*** Dataset content ***
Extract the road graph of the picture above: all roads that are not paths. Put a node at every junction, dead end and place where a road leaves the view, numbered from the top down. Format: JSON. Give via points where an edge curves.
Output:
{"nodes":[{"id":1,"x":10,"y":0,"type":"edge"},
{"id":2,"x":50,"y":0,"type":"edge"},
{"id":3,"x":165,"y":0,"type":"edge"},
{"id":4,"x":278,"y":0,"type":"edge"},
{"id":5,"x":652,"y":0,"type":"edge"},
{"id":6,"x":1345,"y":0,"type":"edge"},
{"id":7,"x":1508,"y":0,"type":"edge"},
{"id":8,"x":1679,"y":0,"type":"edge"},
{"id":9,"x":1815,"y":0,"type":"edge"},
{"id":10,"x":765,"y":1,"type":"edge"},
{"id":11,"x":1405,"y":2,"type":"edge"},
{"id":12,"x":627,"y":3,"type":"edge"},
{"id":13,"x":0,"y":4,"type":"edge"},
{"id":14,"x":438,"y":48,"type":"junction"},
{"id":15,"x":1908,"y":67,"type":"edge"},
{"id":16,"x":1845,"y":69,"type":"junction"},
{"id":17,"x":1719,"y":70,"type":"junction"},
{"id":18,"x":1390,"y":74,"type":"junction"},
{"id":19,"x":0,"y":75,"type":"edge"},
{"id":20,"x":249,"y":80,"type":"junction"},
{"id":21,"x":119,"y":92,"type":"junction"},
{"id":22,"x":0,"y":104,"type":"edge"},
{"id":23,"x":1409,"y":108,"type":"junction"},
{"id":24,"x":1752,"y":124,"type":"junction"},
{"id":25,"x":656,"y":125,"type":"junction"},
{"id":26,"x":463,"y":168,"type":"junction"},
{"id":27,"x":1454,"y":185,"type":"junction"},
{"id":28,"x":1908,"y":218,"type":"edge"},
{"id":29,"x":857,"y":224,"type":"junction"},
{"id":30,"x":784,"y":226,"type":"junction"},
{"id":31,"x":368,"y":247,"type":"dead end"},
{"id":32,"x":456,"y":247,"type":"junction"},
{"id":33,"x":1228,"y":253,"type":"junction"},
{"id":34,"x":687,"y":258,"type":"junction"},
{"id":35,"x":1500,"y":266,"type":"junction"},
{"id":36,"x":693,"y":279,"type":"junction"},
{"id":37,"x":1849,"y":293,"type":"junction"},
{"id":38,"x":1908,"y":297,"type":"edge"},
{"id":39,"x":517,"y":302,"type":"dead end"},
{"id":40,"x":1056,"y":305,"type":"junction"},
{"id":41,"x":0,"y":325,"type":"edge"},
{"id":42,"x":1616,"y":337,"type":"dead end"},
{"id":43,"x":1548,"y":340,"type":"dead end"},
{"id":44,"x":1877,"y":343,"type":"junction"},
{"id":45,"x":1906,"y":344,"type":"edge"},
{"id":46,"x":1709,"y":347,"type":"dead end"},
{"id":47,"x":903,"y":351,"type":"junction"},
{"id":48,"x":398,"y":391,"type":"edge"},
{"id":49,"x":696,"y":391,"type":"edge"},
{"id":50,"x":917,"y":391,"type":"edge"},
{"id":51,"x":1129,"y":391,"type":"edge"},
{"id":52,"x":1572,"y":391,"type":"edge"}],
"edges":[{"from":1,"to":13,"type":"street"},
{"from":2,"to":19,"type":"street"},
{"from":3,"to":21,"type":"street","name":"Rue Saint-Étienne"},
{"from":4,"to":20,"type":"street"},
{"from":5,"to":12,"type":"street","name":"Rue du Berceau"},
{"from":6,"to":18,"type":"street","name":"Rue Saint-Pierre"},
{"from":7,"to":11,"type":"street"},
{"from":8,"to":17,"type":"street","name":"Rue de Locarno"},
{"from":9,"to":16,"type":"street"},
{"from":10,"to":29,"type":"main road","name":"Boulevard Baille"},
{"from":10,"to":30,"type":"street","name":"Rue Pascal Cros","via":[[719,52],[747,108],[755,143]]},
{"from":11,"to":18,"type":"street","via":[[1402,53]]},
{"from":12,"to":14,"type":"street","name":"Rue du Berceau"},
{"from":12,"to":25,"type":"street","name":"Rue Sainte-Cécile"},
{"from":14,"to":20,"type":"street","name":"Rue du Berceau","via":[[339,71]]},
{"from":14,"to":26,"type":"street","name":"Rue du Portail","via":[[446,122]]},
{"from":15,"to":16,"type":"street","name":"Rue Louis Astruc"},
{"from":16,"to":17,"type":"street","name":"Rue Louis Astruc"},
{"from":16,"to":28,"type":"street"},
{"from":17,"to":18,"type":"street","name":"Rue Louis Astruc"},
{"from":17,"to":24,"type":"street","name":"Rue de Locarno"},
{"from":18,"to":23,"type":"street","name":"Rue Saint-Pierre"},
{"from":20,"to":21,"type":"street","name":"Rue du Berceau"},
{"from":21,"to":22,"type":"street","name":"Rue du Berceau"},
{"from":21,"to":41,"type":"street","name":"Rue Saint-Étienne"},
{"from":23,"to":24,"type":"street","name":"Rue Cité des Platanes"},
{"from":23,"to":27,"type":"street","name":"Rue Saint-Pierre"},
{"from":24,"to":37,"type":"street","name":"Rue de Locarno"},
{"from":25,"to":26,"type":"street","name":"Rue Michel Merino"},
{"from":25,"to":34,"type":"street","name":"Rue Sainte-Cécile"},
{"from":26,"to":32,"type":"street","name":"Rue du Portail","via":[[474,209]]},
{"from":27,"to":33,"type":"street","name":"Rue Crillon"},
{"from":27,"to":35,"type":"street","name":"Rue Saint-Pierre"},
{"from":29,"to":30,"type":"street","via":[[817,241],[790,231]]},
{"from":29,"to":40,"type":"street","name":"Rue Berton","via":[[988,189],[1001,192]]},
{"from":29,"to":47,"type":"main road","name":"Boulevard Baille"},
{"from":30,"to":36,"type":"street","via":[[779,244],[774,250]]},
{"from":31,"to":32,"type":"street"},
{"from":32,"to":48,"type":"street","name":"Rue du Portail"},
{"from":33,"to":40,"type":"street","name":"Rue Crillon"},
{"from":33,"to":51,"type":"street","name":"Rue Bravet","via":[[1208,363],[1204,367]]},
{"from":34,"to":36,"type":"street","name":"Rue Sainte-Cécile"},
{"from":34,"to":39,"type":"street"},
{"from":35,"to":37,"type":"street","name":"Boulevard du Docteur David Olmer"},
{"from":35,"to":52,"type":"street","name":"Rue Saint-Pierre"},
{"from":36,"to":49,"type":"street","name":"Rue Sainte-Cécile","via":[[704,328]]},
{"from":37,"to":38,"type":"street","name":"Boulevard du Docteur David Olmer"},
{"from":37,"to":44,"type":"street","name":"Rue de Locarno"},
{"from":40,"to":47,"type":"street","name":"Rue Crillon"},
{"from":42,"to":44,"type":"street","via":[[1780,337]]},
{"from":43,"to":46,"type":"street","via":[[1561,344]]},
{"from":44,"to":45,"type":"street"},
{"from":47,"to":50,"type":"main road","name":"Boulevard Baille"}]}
*** End of Dataset content ***
Return the entries above exactly as they were written.

Extract the road graph of the picture above: all roads that are not paths. Put a node at every junction, dead end and place where a road leaves the view, numbered from the top down. Format: JSON. Give via points where an edge curves.
Output:
{"nodes":[{"id":1,"x":10,"y":0,"type":"edge"},
{"id":2,"x":50,"y":0,"type":"edge"},
{"id":3,"x":165,"y":0,"type":"edge"},
{"id":4,"x":278,"y":0,"type":"edge"},
{"id":5,"x":652,"y":0,"type":"edge"},
{"id":6,"x":1345,"y":0,"type":"edge"},
{"id":7,"x":1508,"y":0,"type":"edge"},
{"id":8,"x":1679,"y":0,"type":"edge"},
{"id":9,"x":1815,"y":0,"type":"edge"},
{"id":10,"x":765,"y":1,"type":"edge"},
{"id":11,"x":1405,"y":2,"type":"edge"},
{"id":12,"x":627,"y":3,"type":"edge"},
{"id":13,"x":0,"y":4,"type":"edge"},
{"id":14,"x":438,"y":48,"type":"junction"},
{"id":15,"x":1908,"y":67,"type":"edge"},
{"id":16,"x":1845,"y":69,"type":"junction"},
{"id":17,"x":1719,"y":70,"type":"junction"},
{"id":18,"x":1390,"y":74,"type":"junction"},
{"id":19,"x":0,"y":75,"type":"edge"},
{"id":20,"x":249,"y":80,"type":"junction"},
{"id":21,"x":119,"y":92,"type":"junction"},
{"id":22,"x":0,"y":104,"type":"edge"},
{"id":23,"x":1409,"y":108,"type":"junction"},
{"id":24,"x":1752,"y":124,"type":"junction"},
{"id":25,"x":656,"y":125,"type":"junction"},
{"id":26,"x":463,"y":168,"type":"junction"},
{"id":27,"x":1454,"y":185,"type":"junction"},
{"id":28,"x":1908,"y":218,"type":"edge"},
{"id":29,"x":857,"y":224,"type":"junction"},
{"id":30,"x":784,"y":226,"type":"junction"},
{"id":31,"x":368,"y":247,"type":"dead end"},
{"id":32,"x":456,"y":247,"type":"junction"},
{"id":33,"x":1228,"y":253,"type":"junction"},
{"id":34,"x":687,"y":258,"type":"junction"},
{"id":35,"x":1500,"y":266,"type":"junction"},
{"id":36,"x":693,"y":279,"type":"junction"},
{"id":37,"x":1849,"y":293,"type":"junction"},
{"id":38,"x":1908,"y":297,"type":"edge"},
{"id":39,"x":517,"y":302,"type":"dead end"},
{"id":40,"x":1056,"y":305,"type":"junction"},
{"id":41,"x":0,"y":325,"type":"edge"},
{"id":42,"x":1616,"y":337,"type":"dead end"},
{"id":43,"x":1548,"y":340,"type":"dead end"},
{"id":44,"x":1877,"y":343,"type":"junction"},
{"id":45,"x":1906,"y":344,"type":"edge"},
{"id":46,"x":1709,"y":347,"type":"dead end"},
{"id":47,"x":903,"y":351,"type":"junction"},
{"id":48,"x":398,"y":391,"type":"edge"},
{"id":49,"x":696,"y":391,"type":"edge"},
{"id":50,"x":917,"y":391,"type":"edge"},
{"id":51,"x":1129,"y":391,"type":"edge"},
{"id":52,"x":1572,"y":391,"type":"edge"}],
"edges":[{"from":1,"to":13,"type":"street"},
{"from":2,"to":19,"type":"street"},
{"from":3,"to":21,"type":"street","name":"Rue Saint-Étienne"},
{"from":4,"to":20,"type":"street"},
{"from":5,"to":12,"type":"street","name":"Rue du Berceau"},
{"from":6,"to":18,"type":"street","name":"Rue Saint-Pierre"},
{"from":7,"to":11,"type":"street"},
{"from":8,"to":17,"type":"street","name":"Rue de Locarno"},
{"from":9,"to":16,"type":"street"},
{"from":10,"to":29,"type":"main road","name":"Boulevard Baille"},
{"from":10,"to":30,"type":"street","name":"Rue Pascal Cros","via":[[719,52],[747,108],[755,143]]},
{"from":11,"to":18,"type":"street","via":[[1402,53]]},
{"from":12,"to":14,"type":"street","name":"Rue du Berceau"},
{"from":12,"to":25,"type":"street","name":"Rue Sainte-Cécile"},
{"from":14,"to":20,"type":"street","name":"Rue du Berceau","via":[[339,71]]},
{"from":14,"to":26,"type":"street","name":"Rue du Portail","via":[[446,122]]},
{"from":15,"to":16,"type":"street","name":"Rue Louis Astruc"},
{"from":16,"to":17,"type":"street","name":"Rue Louis Astruc"},
{"from":16,"to":28,"type":"street"},
{"from":17,"to":18,"type":"street","name":"Rue Louis Astruc"},
{"from":17,"to":24,"type":"street","name":"Rue de Locarno"},
{"from":18,"to":23,"type":"street","name":"Rue Saint-Pierre"},
{"from":20,"to":21,"type":"street","name":"Rue du Berceau"},
{"from":21,"to":22,"type":"street","name":"Rue du Berceau"},
{"from":21,"to":41,"type":"street","name":"Rue Saint-Étienne"},
{"from":23,"to":24,"type":"street","name":"Rue Cité des Platanes"},
{"from":23,"to":27,"type":"street","name":"Rue Saint-Pierre"},
{"from":24,"to":37,"type":"street","name":"Rue de Locarno"},
{"from":25,"to":26,"type":"street","name":"Rue Michel Merino"},
{"from":25,"to":34,"type":"street","name":"Rue Sainte-Cécile"},
{"from":26,"to":32,"type":"street","name":"Rue du Portail","via":[[474,209]]},
{"from":27,"to":33,"type":"street","name":"Rue Crillon"},
{"from":27,"to":35,"type":"street","name":"Rue Saint-Pierre"},
{"from":29,"to":30,"type":"street","via":[[817,241],[790,231]]},
{"from":29,"to":40,"type":"street","name":"Rue Berton","via":[[988,189],[1001,192]]},
{"from":29,"to":47,"type":"main road","name":"Boulevard Baille"},
{"from":30,"to":36,"type":"street","via":[[779,244],[774,250]]},
{"from":31,"to":32,"type":"street"},
{"from":32,"to":48,"type":"street","name":"Rue du Portail"},
{"from":33,"to":40,"type":"street","name":"Rue Crillon"},
{"from":33,"to":51,"type":"street","name":"Rue Bravet","via":[[1208,363],[1204,367]]},
{"from":34,"to":36,"type":"street","name":"Rue Sainte-Cécile"},
{"from":34,"to":39,"type":"street"},
{"from":35,"to":37,"type":"street","name":"Boulevard du Docteur David Olmer"},
{"from":35,"to":52,"type":"street","name":"Rue Saint-Pierre"},
{"from":36,"to":49,"type":"street","name":"Rue Sainte-Cécile","via":[[704,328]]},
{"from":37,"to":38,"type":"street","name":"Boulevard du Docteur David Olmer"},
{"from":37,"to":44,"type":"street","name":"Rue de Locarno"},
{"from":40,"to":47,"type":"street","name":"Rue Crillon"},
{"from":42,"to":44,"type":"street","via":[[1780,337]]},
{"from":43,"to":46,"type":"street","via":[[1561,344]]},
{"from":44,"to":45,"type":"street"},
{"from":47,"to":50,"type":"main road","name":"Boulevard Baille"}]}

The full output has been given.